Space travel and time travel are connected. We can travel fast into space only by traveling fast into the future. But what of the past? Could we return to the past and change it? Could we make events turn out differently from what the history books assert? We travel slowly into the future all the time, at the rate of one day every day. With relativistic spaceflight we could travel fast into the future. But many physicists believe that a voyage into the past is impossible. Even if you had a device that could travel backwards in time, they say, you would be unable to do anything that would make any difference. If you journeyed into the past and prevented your parents from meeting, then you would never have been born—which is something of a contradiction, since you clearly exist. Like the proof of the irrationality of √2, like the discussion of simultaneity in special relativity, this is an argument in which the premise is challe
nged because the conclusion seems absurd.
But other physicists propose that two alternative histories, two equally valid realities, could exist side by side—the one you know and the one in which you were never born. Perhaps time itself has many potential dimensions, despite the fact that we are condemned to experience only one of them. Suppose you could go back into the past and change it—by persuading Queen Isabella not to support Christopher Columbus, for example. Then, it is argued, you would have set into motion a different sequence of historical events, which those you left behind in our time line would never know about. If that kind of time travel were possible, then every imaginable alternative history might in some sense really exist.
History consists for the most part of a complex bundle of deeply interwoven threads, social, cultural and economic forces that are not easily unraveled. The countless small, unpredictable and random events that flow on continually often have no long-range consequences. But some, those occurring at critical junctures or branch points, may change the pattern of history. There may be cases where profound changes can be made by relatively trivial adjustments. The farther in the past such an event is, the more powerful may be its influence—because the longer the lever arm of time becomes.

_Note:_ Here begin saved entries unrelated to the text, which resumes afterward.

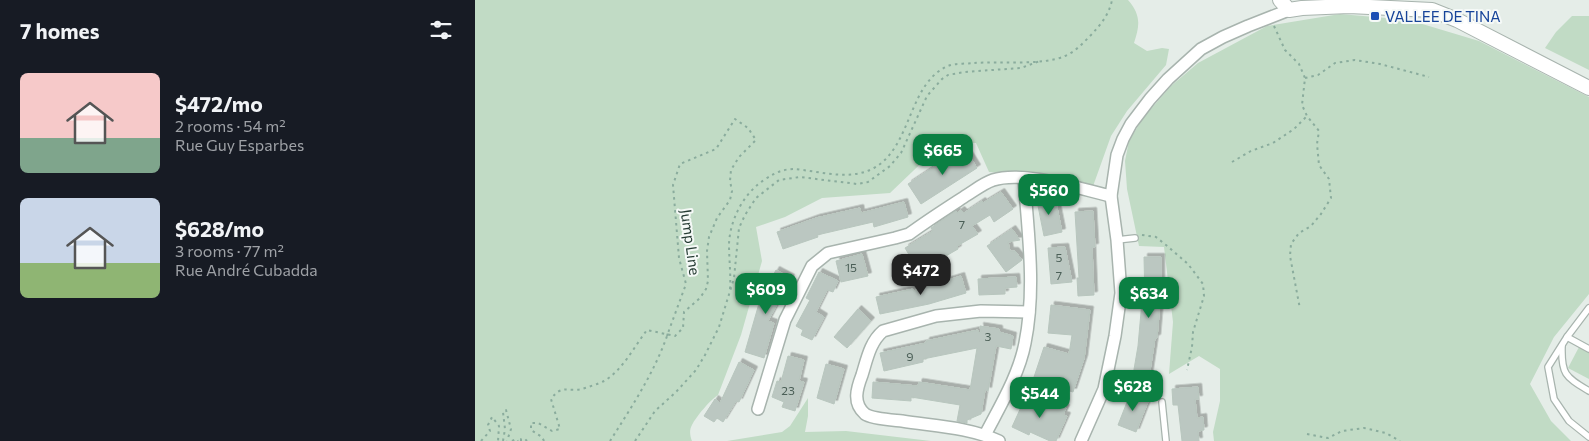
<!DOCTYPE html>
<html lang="en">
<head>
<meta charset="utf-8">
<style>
	:root { --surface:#171b24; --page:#20242c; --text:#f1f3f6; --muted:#9ea1a6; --accent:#0b8043 }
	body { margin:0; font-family:Commissioner,sans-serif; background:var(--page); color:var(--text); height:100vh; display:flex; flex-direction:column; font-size:19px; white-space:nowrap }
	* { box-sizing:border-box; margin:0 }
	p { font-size:16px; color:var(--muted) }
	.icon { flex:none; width:28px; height:28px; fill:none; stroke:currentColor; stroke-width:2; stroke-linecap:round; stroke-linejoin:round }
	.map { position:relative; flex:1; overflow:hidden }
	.sheet { display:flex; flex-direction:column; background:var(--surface); width:475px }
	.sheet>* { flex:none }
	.price { position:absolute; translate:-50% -42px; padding:0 11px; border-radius:10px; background:var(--accent); color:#fff; font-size:16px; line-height:32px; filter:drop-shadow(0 1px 2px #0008) }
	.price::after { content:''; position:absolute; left:50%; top:30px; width:15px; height:11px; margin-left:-8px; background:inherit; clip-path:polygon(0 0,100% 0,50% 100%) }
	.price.on { background:#222; color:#fff }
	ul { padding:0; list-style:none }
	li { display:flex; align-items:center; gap:15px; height:125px; padding:0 20px }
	li span { display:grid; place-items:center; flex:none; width:140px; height:100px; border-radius:8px; color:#555 }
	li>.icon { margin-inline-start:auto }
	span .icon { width:60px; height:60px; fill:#fffc; stroke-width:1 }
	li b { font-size:21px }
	h2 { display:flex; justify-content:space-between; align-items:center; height:60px; padding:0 20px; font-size:21px }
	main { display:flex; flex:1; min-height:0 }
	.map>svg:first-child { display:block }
</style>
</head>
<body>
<main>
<section class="sheet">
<h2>7 homes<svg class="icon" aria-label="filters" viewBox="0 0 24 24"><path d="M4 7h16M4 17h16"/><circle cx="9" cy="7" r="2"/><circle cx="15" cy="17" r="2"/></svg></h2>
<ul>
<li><span style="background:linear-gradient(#f6c9c9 65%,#7fa58c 0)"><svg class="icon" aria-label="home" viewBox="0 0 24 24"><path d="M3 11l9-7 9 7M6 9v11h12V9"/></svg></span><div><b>$472/mo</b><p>2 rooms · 54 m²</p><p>Rue Guy Esparbes</p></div></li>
<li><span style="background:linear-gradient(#c9d6e8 65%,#8fb573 0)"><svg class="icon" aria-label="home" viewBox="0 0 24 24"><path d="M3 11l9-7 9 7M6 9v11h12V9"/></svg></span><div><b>$628/mo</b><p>3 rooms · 77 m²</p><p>Rue André Cubadda</p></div></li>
</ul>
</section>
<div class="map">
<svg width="1114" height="441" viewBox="0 0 1114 441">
	<defs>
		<filter id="shadow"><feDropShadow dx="3.5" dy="-3.5" stdDeviation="0" flood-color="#0004"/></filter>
	</defs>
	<rect width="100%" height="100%" fill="#e5ede8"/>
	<g fill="#c1dbc5">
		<path d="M0,0h653c13,15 12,25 6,43l13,8 15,-3 7,1 -3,16 -39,46 -16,25 -19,53 -56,-13 -47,-4 -13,-29 -22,-1 -19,8 -45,43 -68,5 -37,19 -29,10 6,34 -21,74 -23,60c-8,5 -22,22 -26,30 -3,5 -2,11 0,16h-217z"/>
		<polygon points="865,14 934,20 1004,41 1114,97 1114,294 1079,337 1055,384 1076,421 1096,441 739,441 738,432 745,401 745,369 724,356 694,374 698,322 689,247 664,246 652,189 650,161 654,141 668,118 696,86 723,63 792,26"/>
		<polygon points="1097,16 1114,16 1114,70 1070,48 1081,32"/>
		<polygon points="1104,347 1114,353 1114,379 1093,368"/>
		<polygon points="333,398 333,416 330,432 371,431 456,441 252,441 307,432 315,426"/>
	</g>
	<g fill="#bbc7c1" stroke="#b8c6be" filter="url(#shadow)">
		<polygon points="489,147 502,168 446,204 433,184"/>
		<polygon points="526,192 538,209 519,222 515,215 497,226 503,234 482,246 483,249 464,260 460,254 441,266 430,248 458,231 456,228 481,211 482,213 486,210 489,213 507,201 508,203"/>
		<polygon points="580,197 587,232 569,236 562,201"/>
		<polygon points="429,202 433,217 399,227 398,222 342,235 343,237 308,249 302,232 341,218 385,208 386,213"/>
		<polygon points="618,211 620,247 617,247 619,295 603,296 602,278 604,278 600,212"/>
		<polygon points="537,229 545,240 533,242 535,251 540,251 547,260 531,272 512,246"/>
		<polygon points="590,247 597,282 576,284 573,248"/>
		<polygon points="387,254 393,276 366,282 361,261"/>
		<polygon points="669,257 686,257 686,291 682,338 680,338 673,384 657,381 663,346 667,301 670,301"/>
		<polygon points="301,270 316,278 293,321 299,323 289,358 270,352 285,300"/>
		<polygon points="344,272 363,281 358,292 352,290 341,312 349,317 337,340 326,335 328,330 321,326 335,300 331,298"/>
		<polygon points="486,276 491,293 454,304 405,314 401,297 438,289 438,291"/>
		<polygon points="541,277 542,287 530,288 530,294 504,295 503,279"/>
		<polygon points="576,305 615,310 609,359 598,392 558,380 569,347 594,354 597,335 573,333"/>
		<polygon points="383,309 396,321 372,348 359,337"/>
		<polygon points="505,326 524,329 524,332 538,336 536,349 521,346 513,391 510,390 506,414 492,420 492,423 482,421 485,405 436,397 436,401 397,398 398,382 443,386 444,382 495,390 502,348 448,359 448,362 409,371 405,353 451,343 451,341 503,330 504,333 506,332"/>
		<polygon points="313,356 329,360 324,381 329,382 320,411 307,407 309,402 297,397 302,381 306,382"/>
		<polygon points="264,362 279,370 264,402 261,401 248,422 242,418 239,422 229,416 240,399 245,403"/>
		<polygon points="351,364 369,369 359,404 342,398"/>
		<polygon points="723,387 724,399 720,399 722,418 728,417 729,430 723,431 724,441 707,441 703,405 698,405 697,389"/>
		<polygon points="656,392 674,399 661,432 643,425"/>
		<polygon points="552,394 578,407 580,403 591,408 588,415 592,416 581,441 575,441 555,432 554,435 537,427"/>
	</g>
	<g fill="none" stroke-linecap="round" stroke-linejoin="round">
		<g stroke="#a8b4ae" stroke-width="8">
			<g id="service">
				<polyline points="642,240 660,238"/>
				<polyline points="1114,308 1092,337 1073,367 1079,399 1094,421 1114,437"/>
				<polyline points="1092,337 1114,349"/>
				<path d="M1087,346c-1,29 4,31 27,45"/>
				<polyline points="687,402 691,441"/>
			</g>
		</g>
		<g stroke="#a8b4ae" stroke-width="14">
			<g id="minor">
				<path d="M283,409l27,-89 27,-54 16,-13 67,-15 14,-4c19,-14 38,-26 58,-39 8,-5 17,-12 26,-15 31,-10 87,9 118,16"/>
				<path d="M510,435c15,-29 34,-60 40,-92 11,-54 3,-111 -1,-165"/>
				<path d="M524,441c-30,-14 -65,-15 -97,-20 -9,-1 -30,-2 -37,-7 -13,-11 -8,-26 -3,-39 5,-16 8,-33 21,-44l53,-15 45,-5 48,1"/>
				<polyline points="606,441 629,389 640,336 646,293 642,240 636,196 642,155 648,139 656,124 675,99 693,79 726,49 748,37 773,26 814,10"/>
			</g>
		</g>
		<g stroke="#a8b4ae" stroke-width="16">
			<polyline id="tertiary" points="805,0 814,10 827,8 874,6 957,10 982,20 1114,88"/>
		</g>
		<g stroke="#8aac9d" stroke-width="2" stroke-dasharray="2.5 4" stroke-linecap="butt">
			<polyline points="799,26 810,50 824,64 830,78 827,105 832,116 844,131 842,144 844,165 854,179 856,198 846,214 836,226 824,233 816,244 815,256 825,309"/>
			<polyline points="830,78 843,75 860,63 880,60 905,64 954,77"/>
			<polyline points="757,162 776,151 798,143 819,129 832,116"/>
			<polyline points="667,235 681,237 691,245 713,264 728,284 729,296 718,332 717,347 712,370"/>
			<path d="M255,289c1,-15 -1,-30 -1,-45 1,-25 15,-51 35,-64 13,-9 24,-13 39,-10 23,3 49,10 71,-2 38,-21 34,-85 74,-102 7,-3 18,-2 26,-3 26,-2 68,3 91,-7 10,-4 18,-13 26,-21 10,-11 18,-20 21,-35"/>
			<polyline points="832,434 853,438 867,431 889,428 911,433 925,441"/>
			<polyline points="6,441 15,431 13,425 17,417 24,426 23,441"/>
			<polyline points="28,441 30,429 28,412 31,410 36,429 32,441"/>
			<polyline points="37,441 41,439 43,441"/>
			<polyline points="46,441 46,439 50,439 52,441"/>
			<path d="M69,441l-2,-4 -11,-7v-7h7l14,8 8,-2 -9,-30c11,-15 16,-7 31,-10 6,-2 16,-5 22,-8 18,-10 30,-34 43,-51l28,6 8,-8 1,-16 16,-14 6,-9 2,-8 -1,-30 2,-14 8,-19 13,-18 2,-9 -2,-10 1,-11 8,-13 17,-17 -8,-12 -13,-9 -19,30 -36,15 -7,21 6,73 7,26 -18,49"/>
			<path d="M135,441c21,-33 44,-68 57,-105"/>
			<polyline points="160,441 180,411 201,392 221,370 230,355 244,327 259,278 264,228 270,215 281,198 304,180 325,177 382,184 393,182 415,166 426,153 452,96 467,79 473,75 489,72 546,68 565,61"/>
		</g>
		<use href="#service" stroke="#fff" stroke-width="5.5"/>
		<use href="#minor" stroke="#fff" stroke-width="11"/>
		<use href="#tertiary" stroke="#fff" stroke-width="14"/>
		<polyline stroke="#8aac9d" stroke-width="2" stroke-dasharray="2.5 4" stroke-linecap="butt" points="192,336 193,333"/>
	</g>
	<rect fill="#1a4fb4" stroke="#f5f9f7" stroke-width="2" x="895" y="11" width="10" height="10" rx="2.5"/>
	<g text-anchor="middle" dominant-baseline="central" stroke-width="4" stroke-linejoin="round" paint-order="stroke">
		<g font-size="12" fill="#4b5f57">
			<text x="487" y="224">7</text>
			<text x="584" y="257">5</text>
			<text x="376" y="267">15</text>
			<text x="584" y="275">7</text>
			<text x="513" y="336">3</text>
			<text x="435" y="356">9</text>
			<text x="313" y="390">23</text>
		</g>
		<g font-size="15" fill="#164399" stroke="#f5f9f7" text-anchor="start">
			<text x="910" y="16">VALLEE DE TINA</text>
		</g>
		<g font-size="15" fill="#263c34" stroke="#f5f9f7">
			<text transform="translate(216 242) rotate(82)">Jump Line</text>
		</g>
	</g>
</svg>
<b class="price" style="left:468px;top:176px">$665</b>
<b class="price" style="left:574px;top:216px">$560</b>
<b class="price on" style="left:446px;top:296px">$472</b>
<b class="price" style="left:291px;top:315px">$609</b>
<b class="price" style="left:674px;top:319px">$634</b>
<b class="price" style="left:658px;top:412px">$628</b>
<b class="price" style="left:565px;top:419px">$544</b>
</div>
</main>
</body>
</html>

A polio virus is a tiny microorganism. We encounter many of them every day. But only rarely, fortunately, does one of them infect one of us and cause this dread disease. Franklin D. Roosevelt, the thirty-second President of the United States, had polio. Because the disease was crippling, it may have provided Roosevelt with a greater compassion for the underdog; or perhaps it improved his striving for success. If Roosevelt’s personality had been different, or if he had never had the ambition to be President of the United States, the great depression of the 1930’s, World War II and the development of nuclear weapons might just possibly have turned out differently. The future of the world might have been altered. But a virus is an insignificant thing, only a millionth of a centimeter across. It is hardly anything at all.